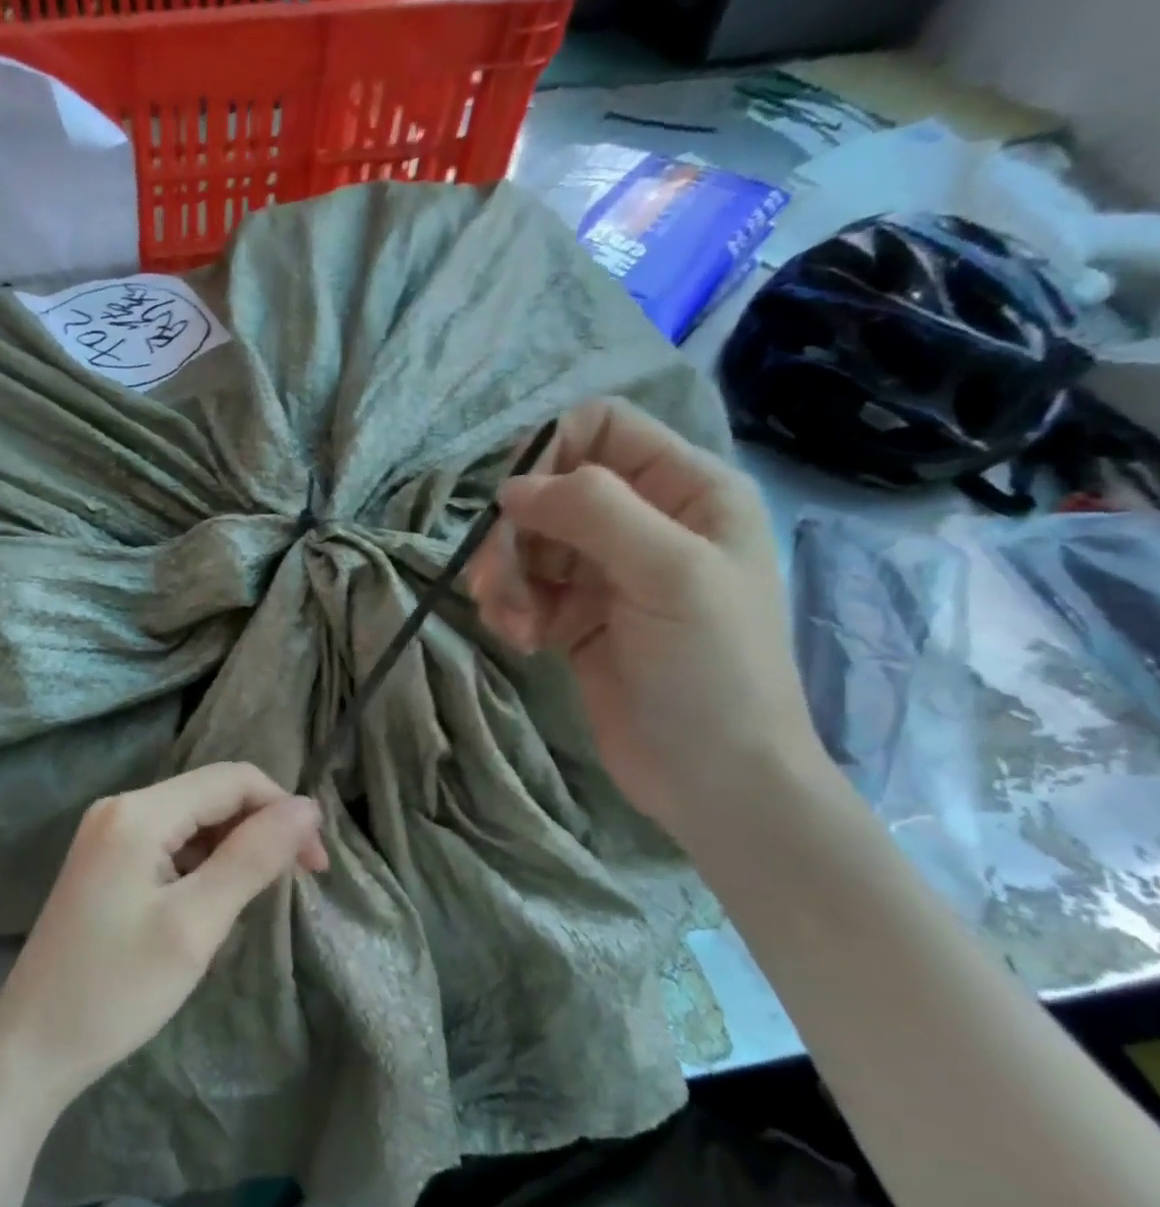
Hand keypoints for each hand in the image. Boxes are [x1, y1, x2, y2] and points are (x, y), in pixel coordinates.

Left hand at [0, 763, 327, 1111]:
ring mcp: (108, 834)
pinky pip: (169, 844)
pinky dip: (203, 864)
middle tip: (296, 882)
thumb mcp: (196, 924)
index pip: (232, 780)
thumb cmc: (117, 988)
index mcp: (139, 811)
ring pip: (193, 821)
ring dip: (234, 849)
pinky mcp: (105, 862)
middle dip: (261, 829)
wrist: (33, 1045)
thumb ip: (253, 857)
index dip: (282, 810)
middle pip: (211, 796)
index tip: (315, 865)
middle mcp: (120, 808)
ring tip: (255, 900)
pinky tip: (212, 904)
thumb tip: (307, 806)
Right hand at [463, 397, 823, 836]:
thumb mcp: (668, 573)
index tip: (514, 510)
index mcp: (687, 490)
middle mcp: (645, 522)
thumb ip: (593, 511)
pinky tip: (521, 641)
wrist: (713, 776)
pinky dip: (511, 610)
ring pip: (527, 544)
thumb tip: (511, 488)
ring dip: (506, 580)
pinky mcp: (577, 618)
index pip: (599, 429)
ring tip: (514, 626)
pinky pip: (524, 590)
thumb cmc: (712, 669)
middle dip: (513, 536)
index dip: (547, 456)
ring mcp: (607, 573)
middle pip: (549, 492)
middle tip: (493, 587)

◆ ◆ ◆

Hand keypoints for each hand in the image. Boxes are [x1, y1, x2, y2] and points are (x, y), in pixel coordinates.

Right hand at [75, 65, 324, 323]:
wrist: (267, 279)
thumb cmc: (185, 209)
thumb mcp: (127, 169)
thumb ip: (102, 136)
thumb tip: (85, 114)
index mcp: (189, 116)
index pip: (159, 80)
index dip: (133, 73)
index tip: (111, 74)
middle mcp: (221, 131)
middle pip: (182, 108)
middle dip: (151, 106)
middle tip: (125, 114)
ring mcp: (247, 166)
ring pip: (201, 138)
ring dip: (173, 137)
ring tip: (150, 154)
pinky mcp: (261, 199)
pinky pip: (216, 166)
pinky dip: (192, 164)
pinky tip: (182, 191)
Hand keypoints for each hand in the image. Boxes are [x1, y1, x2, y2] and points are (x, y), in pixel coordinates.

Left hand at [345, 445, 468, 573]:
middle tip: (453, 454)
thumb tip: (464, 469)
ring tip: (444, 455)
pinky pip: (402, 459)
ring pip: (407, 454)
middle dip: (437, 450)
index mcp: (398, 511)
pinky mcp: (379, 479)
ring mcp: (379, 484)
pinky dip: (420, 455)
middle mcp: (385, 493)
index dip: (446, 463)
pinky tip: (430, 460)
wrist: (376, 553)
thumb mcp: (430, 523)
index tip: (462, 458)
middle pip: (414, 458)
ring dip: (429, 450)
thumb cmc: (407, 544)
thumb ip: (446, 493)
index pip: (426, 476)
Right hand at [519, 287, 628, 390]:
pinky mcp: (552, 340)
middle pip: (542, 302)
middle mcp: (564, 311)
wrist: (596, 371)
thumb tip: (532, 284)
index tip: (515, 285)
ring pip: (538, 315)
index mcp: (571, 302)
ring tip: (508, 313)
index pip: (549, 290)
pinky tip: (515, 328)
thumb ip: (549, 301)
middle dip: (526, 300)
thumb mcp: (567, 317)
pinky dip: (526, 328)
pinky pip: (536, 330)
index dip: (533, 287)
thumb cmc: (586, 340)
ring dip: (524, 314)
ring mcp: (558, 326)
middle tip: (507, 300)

◆ ◆ ◆

What is needed | Copy task for the entries above: every line with the string "hand".

Exercise result |
Hand keypoints for each hand in the image. Boxes are [x1, y1, x2, y2] and points are (x, y), in pixel coordinates.
Left hand at [0, 763, 327, 1111]:
Right hand at [463, 397, 823, 836]:
Hand keypoints for each hand in the image. Boxes are [x1, y1, x2, y2] and points are (x, y), in pixel coordinates.
Right hand at [75, 65, 324, 323]:
Hand keypoints for each hand in the image. Boxes are [x1, y1, x2, y2] and points are (x, y), in pixel coordinates.
Left hand at [345, 445, 468, 573]:
Right hand at [519, 287, 628, 390]:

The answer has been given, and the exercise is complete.